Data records

■ ■ ■

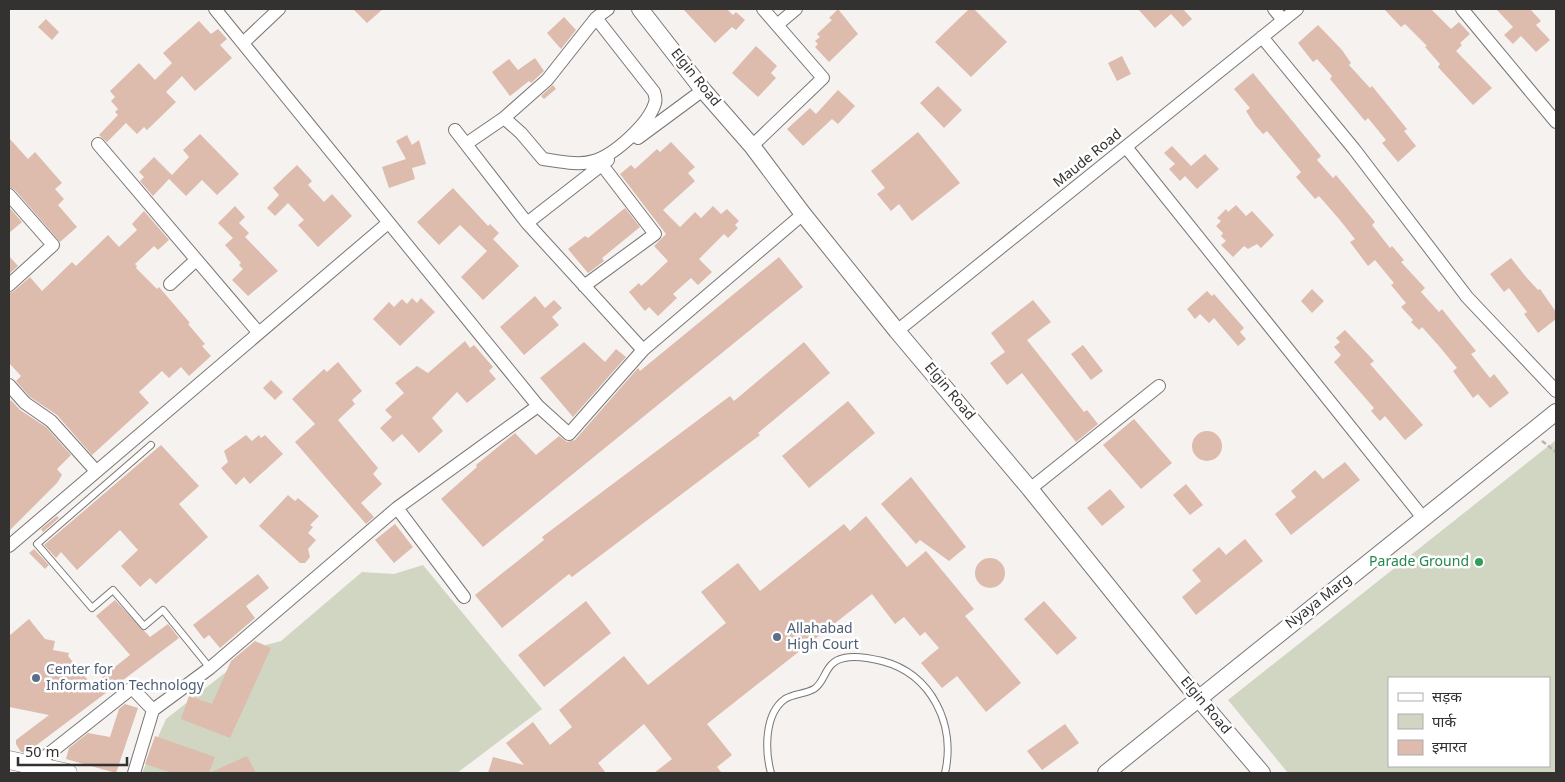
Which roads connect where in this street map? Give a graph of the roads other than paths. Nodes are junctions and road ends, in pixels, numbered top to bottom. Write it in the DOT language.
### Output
graph roads {
  1 [pos="215,9"];
  2 [pos="279,9"];
  3 [pos="608,9"];
  4 [pos="640,9"];
  5 [pos="763,9"];
  6 [pos="796,9"];
  7 [pos="1274,9"];
  8 [pos="1297,9"];
  9 [pos="1462,9"];
  10 [pos="596,18"];
  11 [pos="1283,20"];
  12 [pos="777,25"];
  13 [pos="1262,37"];
  14 [pos="243,43"];
  15 [pos="703,90"];
  16 [pos="504,118"];
  17 [pos="1556,122"];
  18 [pos="455,130"];
  19 [pos="98,144"];
  20 [pos="466,144"];
  21 [pos="752,146"];
  22 [pos="1126,147"];
  23 [pos="602,165"];
  24 [pos="9,195"];
  25 [pos="804,214"];
  26 [pos="388,223"];
  27 [pos="527,223"];
  28 [pos="196,260"];
  29 [pos="170,284"];
  30 [pos="9,285"];
  31 [pos="584,286"];
  32 [pos="897,331"];
  33 [pos="258,332"];
  34 [pos="643,350"];
  35 [pos="9,385"];
  36 [pos="1159,386"];
  37 [pos="1556,391"];
  38 [pos="538,406"];
  39 [pos="1556,412"];
  40 [pos="151,445"];
  41 [pos="96,471"];
  42 [pos="1030,489"];
  43 [pos="397,508"];
  44 [pos="1424,519"];
  45 [pos="9,546"];
  46 [pos="464,597"];
  47 [pos="210,668"];
  48 [pos="1198,698"];
  49 [pos="153,710"];
  50 [pos="9,760"];
  51 [pos="35,769"];
  52 [pos="68,773"];
  53 [pos="134,773"];
  54 [pos="771,773"];
  55 [pos="945,773"];
  56 [pos="1106,773"];
  57 [pos="1262,773"];
  1 -- 14 [label="street"];
  2 -- 14 [label="street"];
  3 -- 10 [label="street"];
  4 -- 15 [label="street, Elgin Road"];
  5 -- 12 [label="street"];
  6 -- 12 [label="street"];
  7 -- 11 [label="street"];
  8 -- 11 [label="street, Maude Road"];
  9 -- 17 [label="street"];
  10 -- 16 [label="street"];
  10 -- 16 [label="street"];
  11 -- 13 [label="street, Maude Road"];
  12 -- 21 [label="street"];
  13 -- 22 [label="street, Maude Road"];
  13 -- 37 [label="street"];
  14 -- 26 [label="street"];
  15 -- 21 [label="street, Elgin Road"];
  15 -- 23 [label="street"];
  16 -- 20 [label="street"];
  18 -- 20 [label="street"];
  19 -- 28 [label="street"];
  20 -- 27 [label="street"];
  21 -- 25 [label="street, Elgin Road"];
  22 -- 32 [label="street, Maude Road"];
  22 -- 44 [label="street"];
  23 -- 27 [label="street"];
  23 -- 31 [label="street"];
  24 -- 30 [label="street"];
  25 -- 32 [label="street, Elgin Road"];
  25 -- 34 [label="street"];
  26 -- 33 [label="street"];
  26 -- 38 [label="street"];
  27 -- 31 [label="street"];
  28 -- 29 [label="street"];
  28 -- 33 [label="street"];
  31 -- 34 [label="street"];
  32 -- 42 [label="street, Elgin Road"];
  33 -- 41 [label="street"];
  34 -- 38 [label="street"];
  35 -- 41 [label="street"];
  36 -- 42 [label="street"];
  38 -- 43 [label="street"];
  39 -- 44 [label="street, Nyaya Marg"];
  40 -- 47 [label="lane"];
  41 -- 45 [label="street"];
  42 -- 48 [label="street, Elgin Road"];
  43 -- 46 [label="street"];
  43 -- 47 [label="street"];
  44 -- 48 [label="street, Nyaya Marg"];
  47 -- 49 [label="street"];
  48 -- 56 [label="street, Nyaya Marg"];
  48 -- 57 [label="street, Elgin Road"];
  49 -- 51 [label="street"];
  49 -- 53 [label="street"];
  50 -- 51 [label="main road"];
  51 -- 52 [label="main road"];
  54 -- 55 [label="lane"];
}
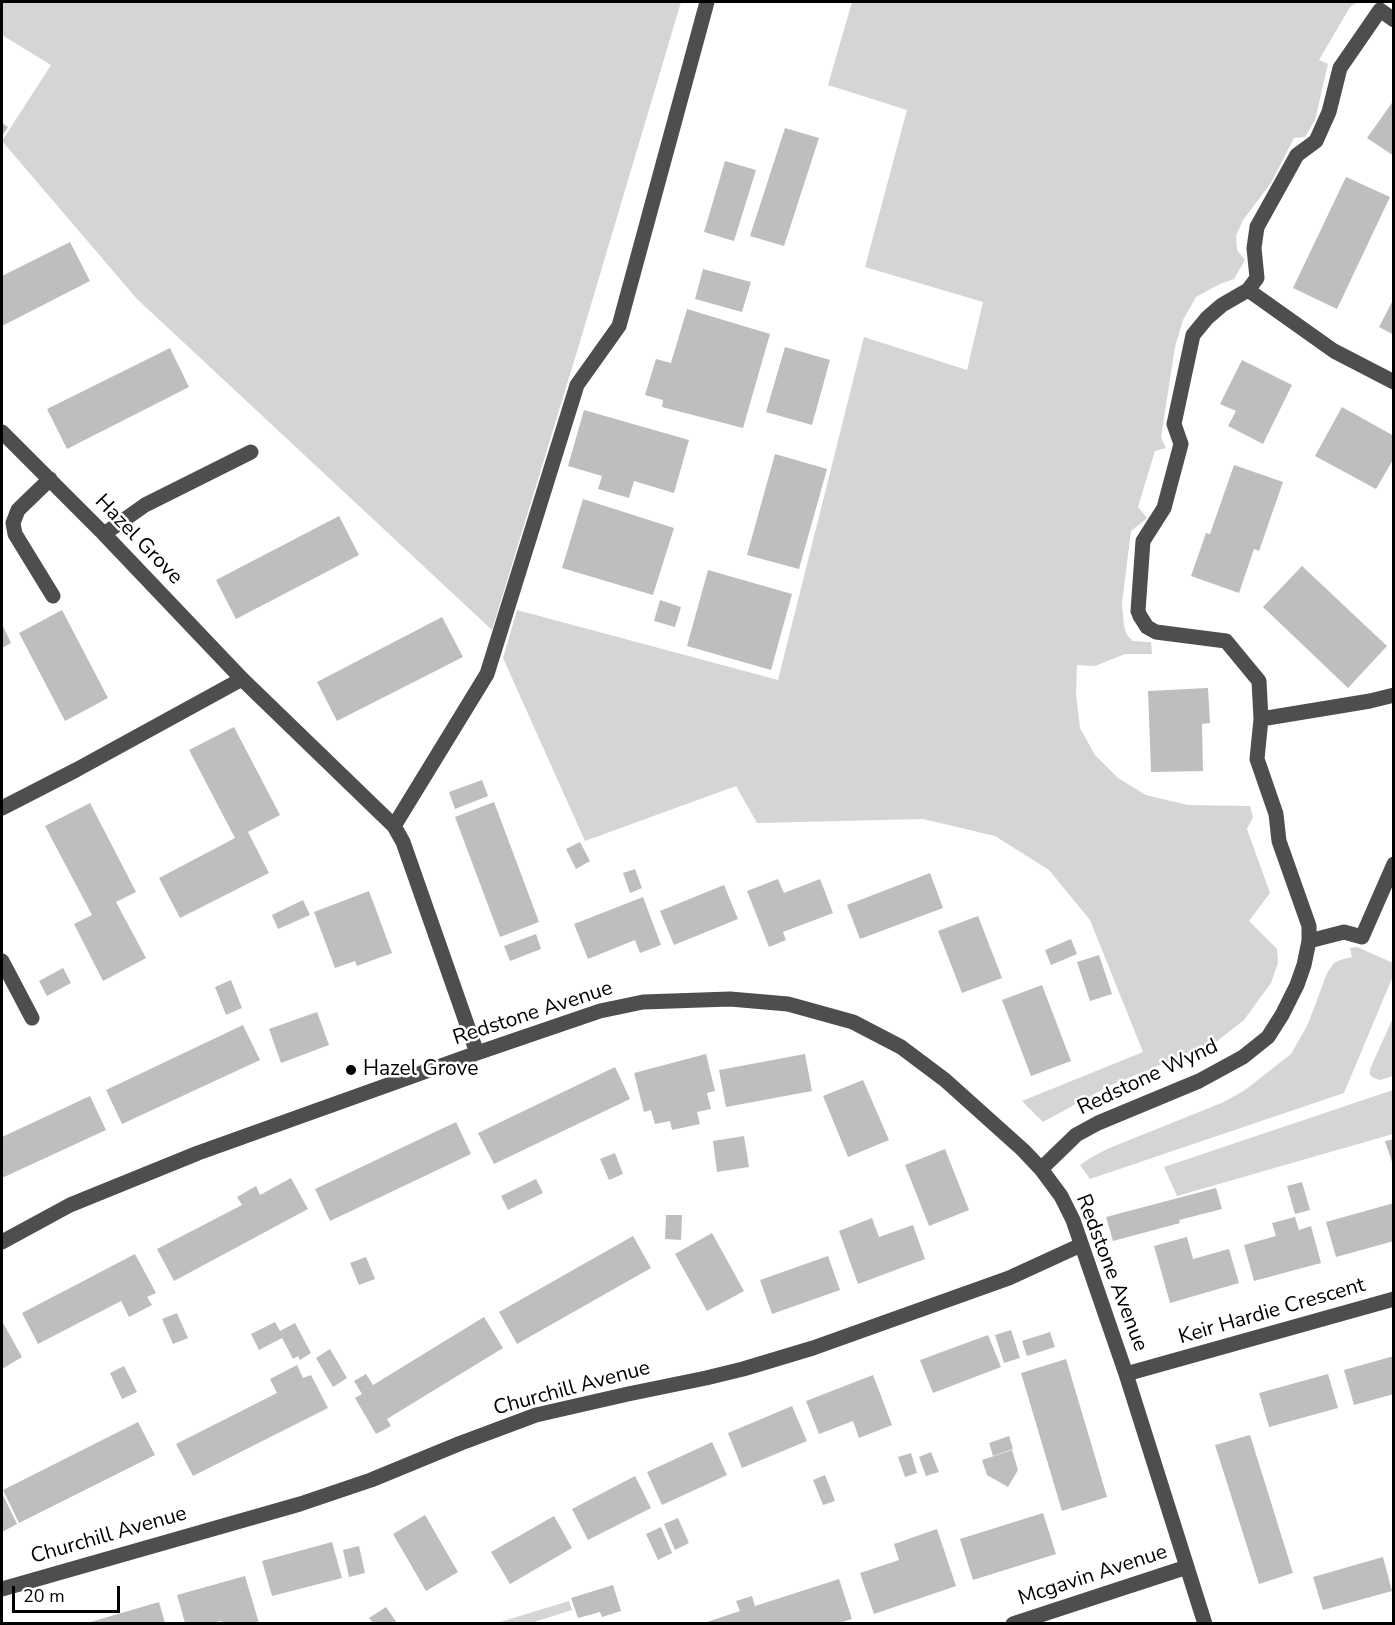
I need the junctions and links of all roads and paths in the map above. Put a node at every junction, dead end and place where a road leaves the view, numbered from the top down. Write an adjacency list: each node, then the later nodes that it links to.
1 (707, 2): 14 (street)
2 (1394, 20): 3 (street)
3 (1248, 290): 4 (street); 12 (street, Redstone Wynd)
4 (1394, 382)
5 (2, 432): 7 (street, Hazel Grove)
6 (251, 452): 8 (street)
7 (50, 480): 8 (street, Hazel Grove); 9 (street)
8 (104, 534): 10 (street, Hazel Grove)
9 (53, 596)
10 (242, 679): 13 (street); 14 (street, Hazel Grove)
11 (1394, 695): 12 (street)
12 (1261, 719): 16 (street, Redstone Wynd)
13 (2, 808)
14 (394, 826): 19 (street, Hazel Grove)
15 (1394, 864): 16 (street)
16 (1309, 941): 20 (street, Redstone Wynd)
17 (2, 961): 18 (street)
18 (32, 1018)
19 (477, 1053): 20 (street, Redstone Avenue); 21 (street, Redstone Avenue)
20 (1041, 1169): 22 (street, Redstone Avenue)
21 (2, 1242)
22 (1082, 1245): 24 (street, Redstone Avenue); 26 (street, Churchill Avenue)
23 (1394, 1299): 24 (street, Keir Hardie Crescent)
24 (1126, 1374): 25 (street, Redstone Avenue)
25 (1187, 1568): 27 (street, Mcgavin Avenue); 28 (street, Redstone Avenue)
26 (2, 1588)
27 (1013, 1623)
28 (1204, 1623)

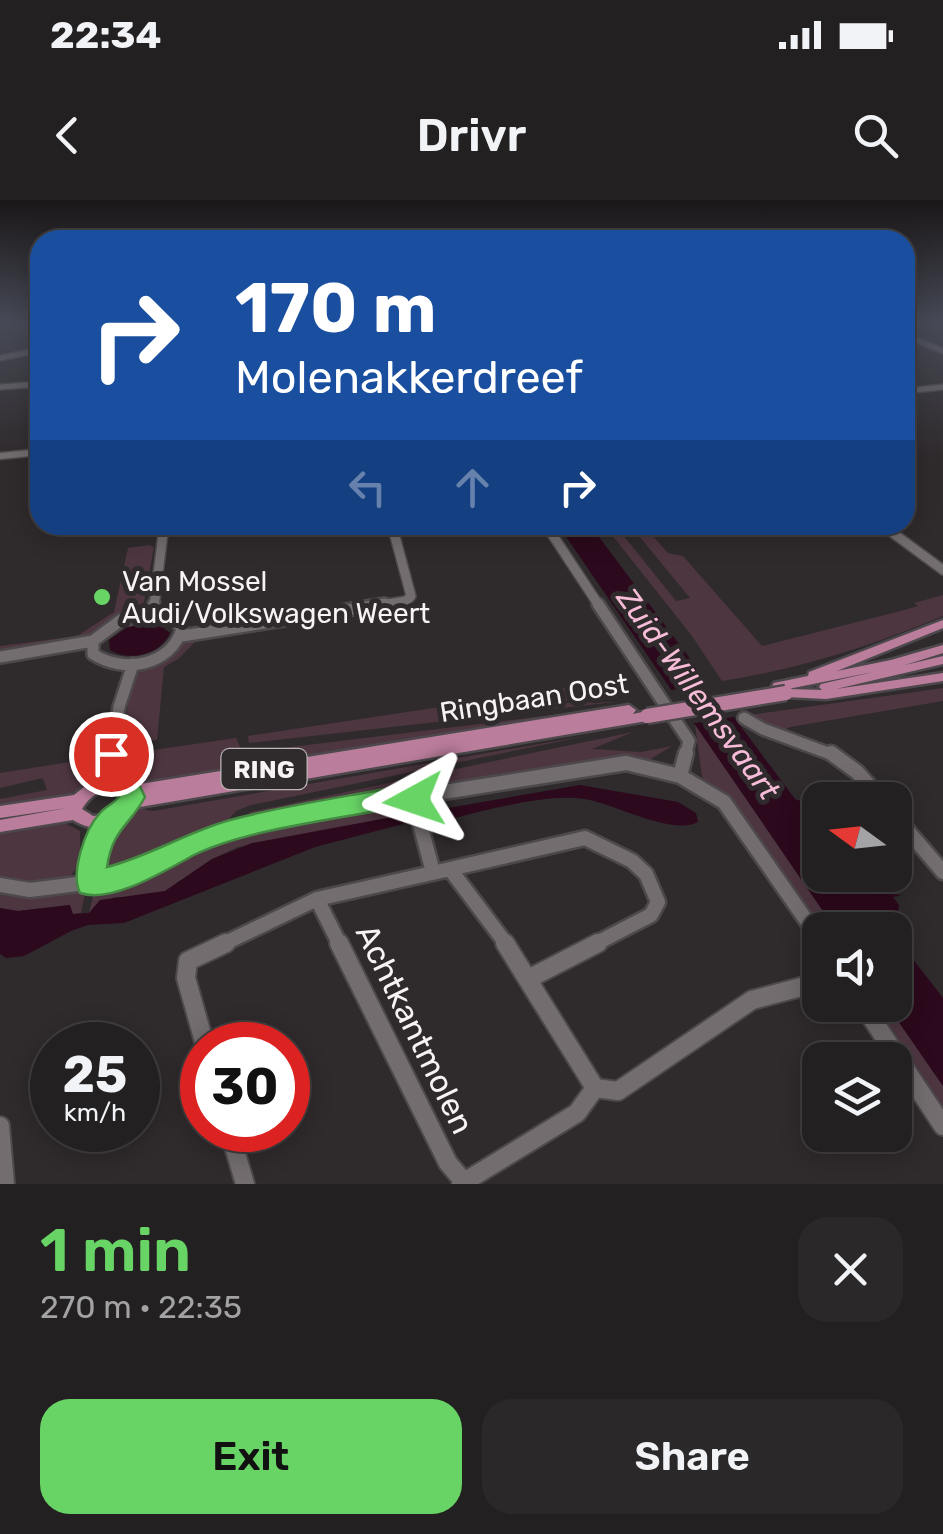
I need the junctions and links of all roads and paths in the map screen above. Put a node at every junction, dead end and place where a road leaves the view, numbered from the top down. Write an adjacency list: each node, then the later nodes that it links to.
1 (30, 385): 2 (street)
2 (0, 387)
3 (943, 387): 4 (street)
4 (915, 390)
5 (30, 453): 6 (street)
6 (0, 456)
7 (162, 535): 14 (street)
8 (395, 535): 16 (street)
9 (553, 535): 28 (street)
10 (897, 535): 13 (street)
11 (898, 535): 12 (street)
12 (943, 560)
13 (943, 570)
14 (150, 614): 17 (street); 18 (street)
15 (943, 624): 26 (main road)
16 (214, 628): 17 (street)
17 (182, 632): 22 (street)
18 (92, 644): 20 (street); 23 (street)
19 (943, 649): 26 (main road, Ringbaan Oost / RING)
20 (0, 656)
21 (943, 660): 26 (main road, Ringbaan Oost / RING)
22 (134, 664): 23 (street); 25 (street)
23 (118, 665): 25 (street)
24 (943, 677): 26 (main road)
25 (123, 686): 30 (street)
26 (787, 687): 31 (main road, Ringbaan Oost / RING, bridge)
27 (744, 718): 29 (street)
28 (680, 776): 32 (street); 44 (street)
29 (864, 782)
30 (106, 784): 31 (main road); 34 (main road)
31 (131, 797): 35 (main road)
32 (413, 797): 39 (street); 41 (street)
33 (0, 812): 34 (main road)
34 (82, 812): 35 (main road); 36 (main road); 38 (street)
35 (109, 820): 38 (street)
36 (0, 826)
37 (912, 836): 40 (street)
38 (96, 850): 41 (street)
39 (441, 871): 43 (street, Achtkantmolen); 45 (street); 45 (street, Achtkantmolen)
40 (943, 872)
41 (90, 884): 42 (street)
42 (0, 885)
43 (317, 899): 47 (street, Achtkantmolen); 53 (street, Achtkantmolen)
44 (802, 914)
45 (530, 978): 49 (street)
46 (802, 987): 49 (street)
47 (198, 1022)
48 (874, 1022): 51 (street)
49 (595, 1088): 53 (street, Achtkantmolen)
50 (0, 1126): 54 (street)
51 (943, 1126)
52 (236, 1152): 55 (street)
53 (464, 1183)
54 (5, 1184)
55 (245, 1184)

■ ■ ■

TASK OBJECTIVE
Text only, pictures out: give every record again as written.

RESULT BELOW
Which roads connect where in this street map? Give a graph of the roads other than paths. Nodes are junctions and road ends, in pixels, numbered top to bottom. Write it in the DOT language.
### Output
graph roads {
  1 [pos="215,9"];
  2 [pos="279,9"];
  3 [pos="608,9"];
  4 [pos="640,9"];
  5 [pos="763,9"];
  6 [pos="796,9"];
  7 [pos="1274,9"];
  8 [pos="1297,9"];
  9 [pos="1462,9"];
  10 [pos="596,18"];
  11 [pos="1283,20"];
  12 [pos="777,25"];
  13 [pos="1262,37"];
  14 [pos="243,43"];
  15 [pos="703,90"];
  16 [pos="504,118"];
  17 [pos="1556,122"];
  18 [pos="455,130"];
  19 [pos="98,144"];
  20 [pos="466,144"];
  21 [pos="752,146"];
  22 [pos="1126,147"];
  23 [pos="602,165"];
  24 [pos="9,195"];
  25 [pos="804,214"];
  26 [pos="388,223"];
  27 [pos="527,223"];
  28 [pos="196,260"];
  29 [pos="170,284"];
  30 [pos="9,285"];
  31 [pos="584,286"];
  32 [pos="897,331"];
  33 [pos="258,332"];
  34 [pos="643,350"];
  35 [pos="9,385"];
  36 [pos="1159,386"];
  37 [pos="1556,391"];
  38 [pos="538,406"];
  39 [pos="1556,412"];
  40 [pos="151,445"];
  41 [pos="96,471"];
  42 [pos="1030,489"];
  43 [pos="397,508"];
  44 [pos="1424,519"];
  45 [pos="9,546"];
  46 [pos="464,597"];
  47 [pos="210,668"];
  48 [pos="1198,698"];
  49 [pos="153,710"];
  50 [pos="9,760"];
  51 [pos="35,769"];
  52 [pos="68,773"];
  53 [pos="134,773"];
  54 [pos="771,773"];
  55 [pos="945,773"];
  56 [pos="1106,773"];
  57 [pos="1262,773"];
  1 -- 14 [label="street"];
  2 -- 14 [label="street"];
  3 -- 10 [label="street"];
  4 -- 15 [label="street, Elgin Road"];
  5 -- 12 [label="street"];
  6 -- 12 [label="street"];
  7 -- 11 [label="street"];
  8 -- 11 [label="street, Maude Road"];
  9 -- 17 [label="street"];
  10 -- 16 [label="street"];
  10 -- 16 [label="street"];
  11 -- 13 [label="street, Maude Road"];
  12 -- 21 [label="street"];
  13 -- 22 [label="street, Maude Road"];
  13 -- 37 [label="street"];
  14 -- 26 [label="street"];
  15 -- 21 [label="street, Elgin Road"];
  15 -- 23 [label="street"];
  16 -- 20 [label="street"];
  18 -- 20 [label="street"];
  19 -- 28 [label="street"];
  20 -- 27 [label="street"];
  21 -- 25 [label="street, Elgin Road"];
  22 -- 32 [label="street, Maude Road"];
  22 -- 44 [label="street"];
  23 -- 27 [label="street"];
  23 -- 31 [label="street"];
  24 -- 30 [label="street"];
  25 -- 32 [label="street, Elgin Road"];
  25 -- 34 [label="street"];
  26 -- 33 [label="street"];
  26 -- 38 [label="street"];
  27 -- 31 [label="street"];
  28 -- 29 [label="street"];
  28 -- 33 [label="street"];
  31 -- 34 [label="street"];
  32 -- 42 [label="street, Elgin Road"];
  33 -- 41 [label="street"];
  34 -- 38 [label="street"];
  35 -- 41 [label="street"];
  36 -- 42 [label="street"];
  38 -- 43 [label="street"];
  39 -- 44 [label="street, Nyaya Marg"];
  40 -- 47 [label="lane"];
  41 -- 45 [label="street"];
  42 -- 48 [label="street, Elgin Road"];
  43 -- 46 [label="street"];
  43 -- 47 [label="street"];
  44 -- 48 [label="street, Nyaya Marg"];
  47 -- 49 [label="street"];
  48 -- 56 [label="street, Nyaya Marg"];
  48 -- 57 [label="street, Elgin Road"];
  49 -- 51 [label="street"];
  49 -- 53 [label="street"];
  50 -- 51 [label="main road"];
  51 -- 52 [label="main road"];
  54 -- 55 [label="lane"];
}
I need the junctions and links of all roads and paths in the map above. Put a node at every junction, dead end and place where a road leaves the view, numbered from the top down. Write an adjacency list: each node, then the later nodes that it links to.
1 (707, 2): 14 (street)
2 (1394, 20): 3 (street)
3 (1248, 290): 4 (street); 12 (street, Redstone Wynd)
4 (1394, 382)
5 (2, 432): 7 (street, Hazel Grove)
6 (251, 452): 8 (street)
7 (50, 480): 8 (street, Hazel Grove); 9 (street)
8 (104, 534): 10 (street, Hazel Grove)
9 (53, 596)
10 (242, 679): 13 (street); 14 (street, Hazel Grove)
11 (1394, 695): 12 (street)
12 (1261, 719): 16 (street, Redstone Wynd)
13 (2, 808)
14 (394, 826): 19 (street, Hazel Grove)
15 (1394, 864): 16 (street)
16 (1309, 941): 20 (street, Redstone Wynd)
17 (2, 961): 18 (street)
18 (32, 1018)
19 (477, 1053): 20 (street, Redstone Avenue); 21 (street, Redstone Avenue)
20 (1041, 1169): 22 (street, Redstone Avenue)
21 (2, 1242)
22 (1082, 1245): 24 (street, Redstone Avenue); 26 (street, Churchill Avenue)
23 (1394, 1299): 24 (street, Keir Hardie Crescent)
24 (1126, 1374): 25 (street, Redstone Avenue)
25 (1187, 1568): 27 (street, Mcgavin Avenue); 28 (street, Redstone Avenue)
26 (2, 1588)
27 (1013, 1623)
28 (1204, 1623)

I need the junctions and links of all roads and paths in the map screen above. Put a node at every junction, dead end and place where a road leaves the view, numbered from the top down. Write an adjacency list: each node, then the later nodes that it links to.
1 (30, 385): 2 (street)
2 (0, 387)
3 (943, 387): 4 (street)
4 (915, 390)
5 (30, 453): 6 (street)
6 (0, 456)
7 (162, 535): 14 (street)
8 (395, 535): 16 (street)
9 (553, 535): 28 (street)
10 (897, 535): 13 (street)
11 (898, 535): 12 (street)
12 (943, 560)
13 (943, 570)
14 (150, 614): 17 (street); 18 (street)
15 (943, 624): 26 (main road)
16 (214, 628): 17 (street)
17 (182, 632): 22 (street)
18 (92, 644): 20 (street); 23 (street)
19 (943, 649): 26 (main road, Ringbaan Oost / RING)
20 (0, 656)
21 (943, 660): 26 (main road, Ringbaan Oost / RING)
22 (134, 664): 23 (street); 25 (street)
23 (118, 665): 25 (street)
24 (943, 677): 26 (main road)
25 (123, 686): 30 (street)
26 (787, 687): 31 (main road, Ringbaan Oost / RING, bridge)
27 (744, 718): 29 (street)
28 (680, 776): 32 (street); 44 (street)
29 (864, 782)
30 (106, 784): 31 (main road); 34 (main road)
31 (131, 797): 35 (main road)
32 (413, 797): 39 (street); 41 (street)
33 (0, 812): 34 (main road)
34 (82, 812): 35 (main road); 36 (main road); 38 (street)
35 (109, 820): 38 (street)
36 (0, 826)
37 (912, 836): 40 (street)
38 (96, 850): 41 (street)
39 (441, 871): 43 (street, Achtkantmolen); 45 (street); 45 (street, Achtkantmolen)
40 (943, 872)
41 (90, 884): 42 (street)
42 (0, 885)
43 (317, 899): 47 (street, Achtkantmolen); 53 (street, Achtkantmolen)
44 (802, 914)
45 (530, 978): 49 (street)
46 (802, 987): 49 (street)
47 (198, 1022)
48 (874, 1022): 51 (street)
49 (595, 1088): 53 (street, Achtkantmolen)
50 (0, 1126): 54 (street)
51 (943, 1126)
52 (236, 1152): 55 (street)
53 (464, 1183)
54 (5, 1184)
55 (245, 1184)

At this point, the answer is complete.